Visualization of the one-stage and two-stage algorithm comparison curve in mAPbest.

Figure 7 

(a–e) Comparison between one-stage and two-stage algorithm prediction. (a) Raw image, (b) Yolov3, (c) Faster R-CNN, (d) Libra R-CNN, and (e) Cascade R-CNN.

5.2. Retrained Faster R-CNN Comparison

The experimental result, presented in Table 2, indicates that by adding deformable convolutional networks, nonlocal neural networks in the backbone network in Faster R-CNN, and the cascade detector added in the classification and regression branch refinement, metrics (in terms of mAP) are improved. The curve in mAPbest and the visualization are shown in Figures 8 and 9.

Figure 8 

Visualization of the retrained Faster R-CNN curve in mAPbest.

Figure 9 

Prediction of retrained Faster R-CNN. (a) Raw image, (b) Faster R-CNN, (c) Faster R-CNN + dcn, (d) Faster R-CNN + dcn + nonlocal, and (e) Faster R-CNN + dcn + nonlocal + cascade detector.

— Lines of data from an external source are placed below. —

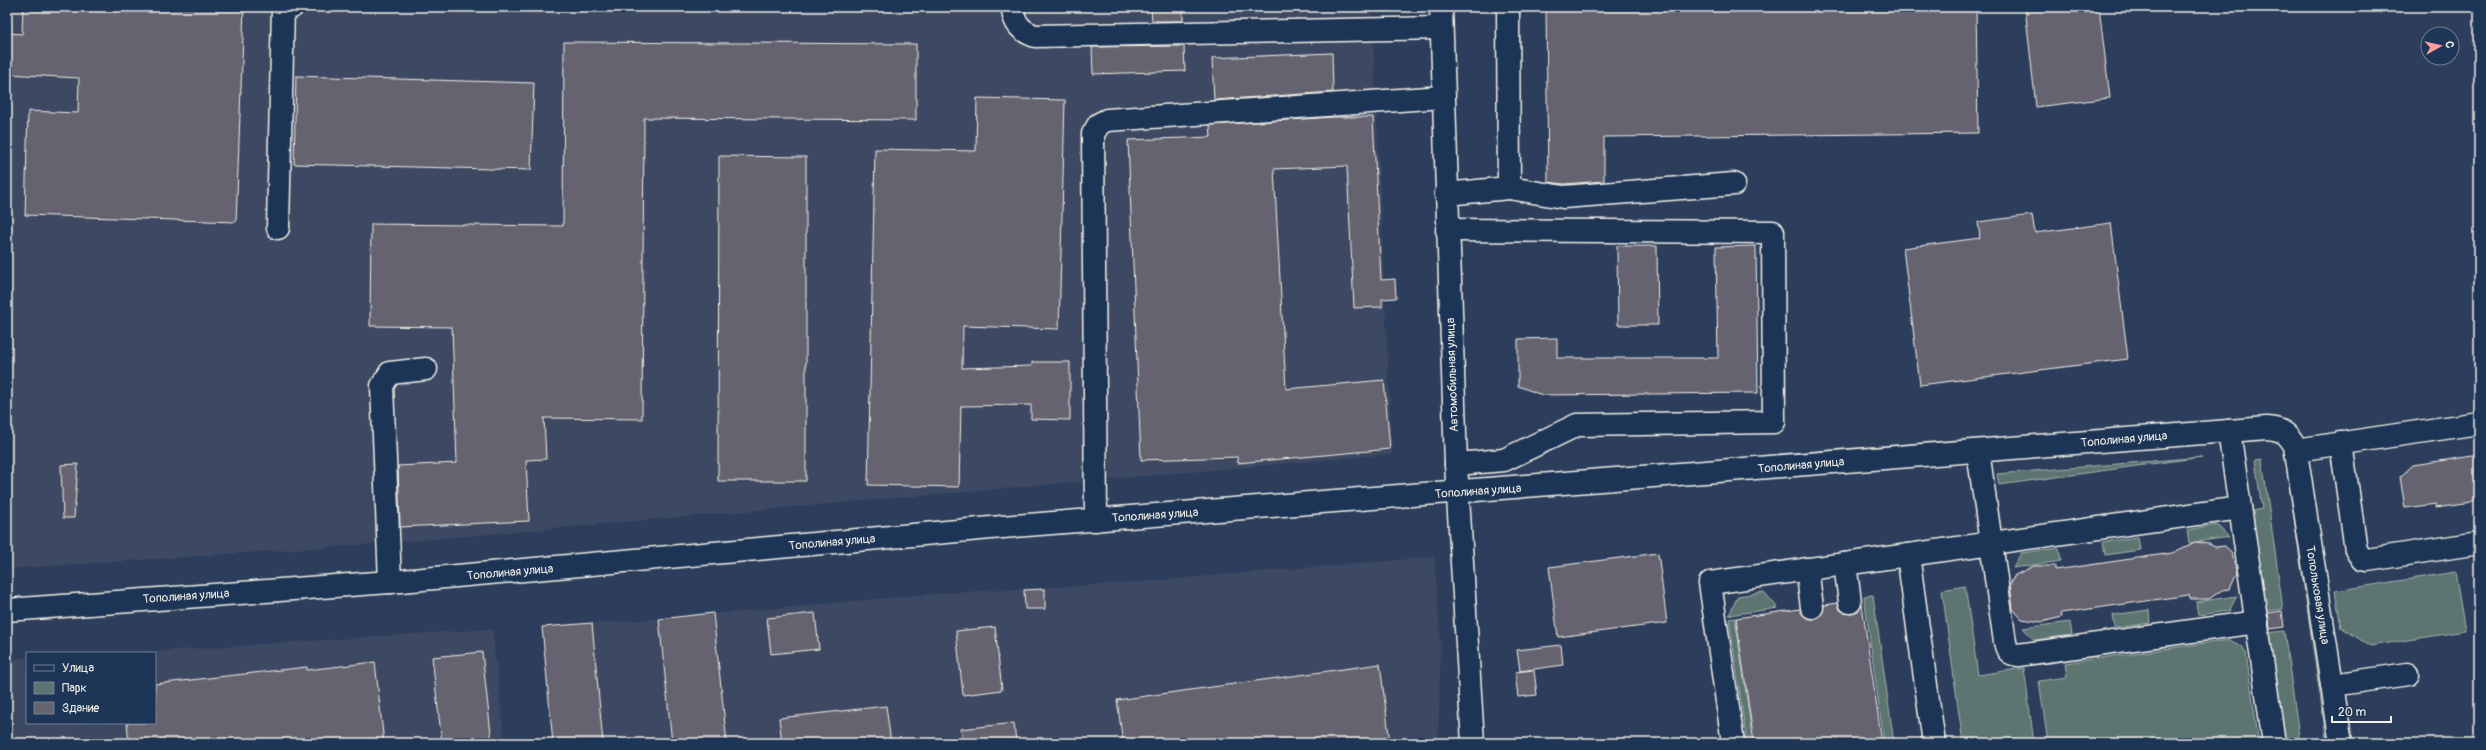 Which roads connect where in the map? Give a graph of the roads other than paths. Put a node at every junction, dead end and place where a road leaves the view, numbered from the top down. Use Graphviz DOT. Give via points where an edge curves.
graph roads {
  1 [pos="292,7"];
  2 [pos="1013,7"];
  3 [pos="1508,7"];
  4 [pos="1441,17"];
  5 [pos="1443,97"];
  6 [pos="1734,184"];
  7 [pos="1509,188"];
  8 [pos="1446,194"];
  9 [pos="278,228"];
  10 [pos="1447,230"];
  11 [pos="426,369"];
  12 [pos="2479,423"];
  13 [pos="2229,431"];
  14 [pos="2341,443"];
  15 [pos="2295,448"];
  16 [pos="1978,451"];
  17 [pos="1456,464"];
  18 [pos="1457,493"];
  19 [pos="2240,508"];
  20 [pos="1096,520"];
  21 [pos="2479,543"];
  22 [pos="1991,544"];
  23 [pos="1908,555"];
  24 [pos="1845,564"];
  25 [pos="1807,569"];
  26 [pos="390,582"];
  27 [pos="1850,602"];
  28 [pos="1812,607"];
  29 [pos="7,610"];
  30 [pos="2257,622"];
  31 [pos="2408,674"];
  32 [pos="2332,685"];
  33 [pos="1473,743"];
  34 [pos="1732,743"];
  35 [pos="1934,743"];
  36 [pos="2274,743"];
  37 [pos="2341,743"];
  1 -- 9 [label="street" via="282,7"];
  2 -- 4 [label="street" via="1017,24 1025,32 1035,36"];
  3 -- 7 [label="street"];
  4 -- 5 [label="street, Автомобильная улица"];
  5 -- 8 [label="street, Автомобильная улица"];
  5 -- 20 [label="street" via="1107,120 1099,124 1093,134"];
  6 -- 7 [label="street" via="1563,197"];
  7 -- 8 [label="street"];
  8 -- 10 [label="street, Автомобильная улица"];
  10 -- 17 [label="street, Автомобильная улица"];
  10 -- 17 [label="street" via="1773,232 1774,422 1577,425 1504,460"];
  11 -- 26 [label="street" via="390,373 382,386"];
  12 -- 14 [label="street"];
  13 -- 15 [label="street, Тополиная улица" via="2280,429 2290,436"];
  13 -- 16 [label="street, Тополиная улица"];
  13 -- 19 [label="street"];
  14 -- 15 [label="street"];
  14 -- 21 [label="street" via="2356,550 2362,558 2367,560"];
  15 -- 32 [label="street, Топольковая улица"];
  16 -- 18 [label="street, Тополиная улица"];
  16 -- 22 [label="street"];
  17 -- 18 [label="street, Автомобильная улица"];
  18 -- 20 [label="street, Тополиная улица"];
  18 -- 33 [label="street, Автомобильная улица"];
  19 -- 22 [label="street"];
  19 -- 30 [label="street"];
  20 -- 26 [label="street, Тополиная улица"];
  22 -- 23 [label="street"];
  22 -- 30 [label="street" via="2005,642 2011,654"];
  23 -- 24 [label="street"];
  23 -- 35 [label="street"];
  24 -- 25 [label="street"];
  24 -- 27 [label="street"];
  25 -- 28 [label="street"];
  25 -- 34 [label="street" via="1710,583"];
  26 -- 29 [label="street, Тополиная улица"];
  30 -- 36 [label="street"];
  31 -- 32 [label="street"];
  32 -- 37 [label="street, Топольковая улица"];
}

5.3. Retrained Libra R-CNN Comparison

The experimental result, presented in Table 3, indicates that, by gradually adding the above three modules to Libra R-CNN, all the metrics of mAP are also improved. However, in Libra R-CNN + dcn + nonlocal, its mAPbest and mAP0.5 are decreased by 0.5% and 1.2%, respectively, compared to Libra R-CNN + dcn. The curve in mAPbest and the visualization are shown in Figures 10 and 11, respectively.

Figure 10 

Visualization of the retrained Libra R-CNN curve in mAPbest.

Figure 11 

Prediction of retrained Libra R-CNN. (a) Raw image, (b) Libra R-CNN, (c) Libra R-CNN + dcn, (d) Libra R-CNN + dcn + non-local, and (e) Libra R–CNN + dcn + nonlocal + cascade detector.

6. Discussion and Conclusions

This study proposed multiple modules as part of a two-stage algorithm for detecting cerebral arterial stenosis. The retrained networks employed deformable convolutional networks in backbone networks to learn offsets to extract morphological features of vessels in different tomographic planes, while nonlocal neural networks were incorporated into the backbone with the deformable convolutional networks at the same stages to learn deeper semantic representations by fusing global information with the location information of the features maps. Finally, a cascade detector optimizes the prediction performances by increasing the threshold value of IoU in stages.

The proposed methods outperform the above mainstream object detection algorithms in the CTA dataset of cerebral arterial stenosis, with considerable improvements in both objective metrics (mAP, mAP50, and mAP75) and prediction visualization. The methods’ accuracy for small objects is also increased by optimizing the network structure.

Although the proposed algorithm is superior to baseline approaches such as Faster R-CNN and Cascade R-CNN, multiple modules are layered on top of each other with redundant network topologies. They increased the parameter quantity, which may cause a slower detection speed (shown in Figure 12) and higher cost. Stenosis is not presented in only one tomographic plane for a patient whose images are regarded as independent samples in this study, and liaison between two continuous levels is not well established. Furthermore, the proposed method does not effectively solve the problems that outline the lesion area and classify the stenosis grading which can provide more precise guidance for subsequent clinical treatment. In our subsequent work, we plan to investigate ways to simplify the network structure, minimize the parameters, increase detection accuracy and speed, and calculate the lesion area and its grading.

Figure 12 

Visualization between inference time and mAPbest. It shows that the one-stage algorithm has its advantage in speed. The mAP of the two-stage algorithm rises as the above modules are added, but the computational complexity grows as well.

Data Availability

The data used to support the findings of this study are available from the corresponding author upon request.

Conflicts of Interest

The authors declare that there are no conflicts of interest.

Authors’ Contributions

Hanqing Liu and Xiaojun Li contributed equally to this work.

Acknowledgments

This work was supported by the Beijing-Tianjin-Hebei Collaborative Innovation Project (17YEXTZC00020).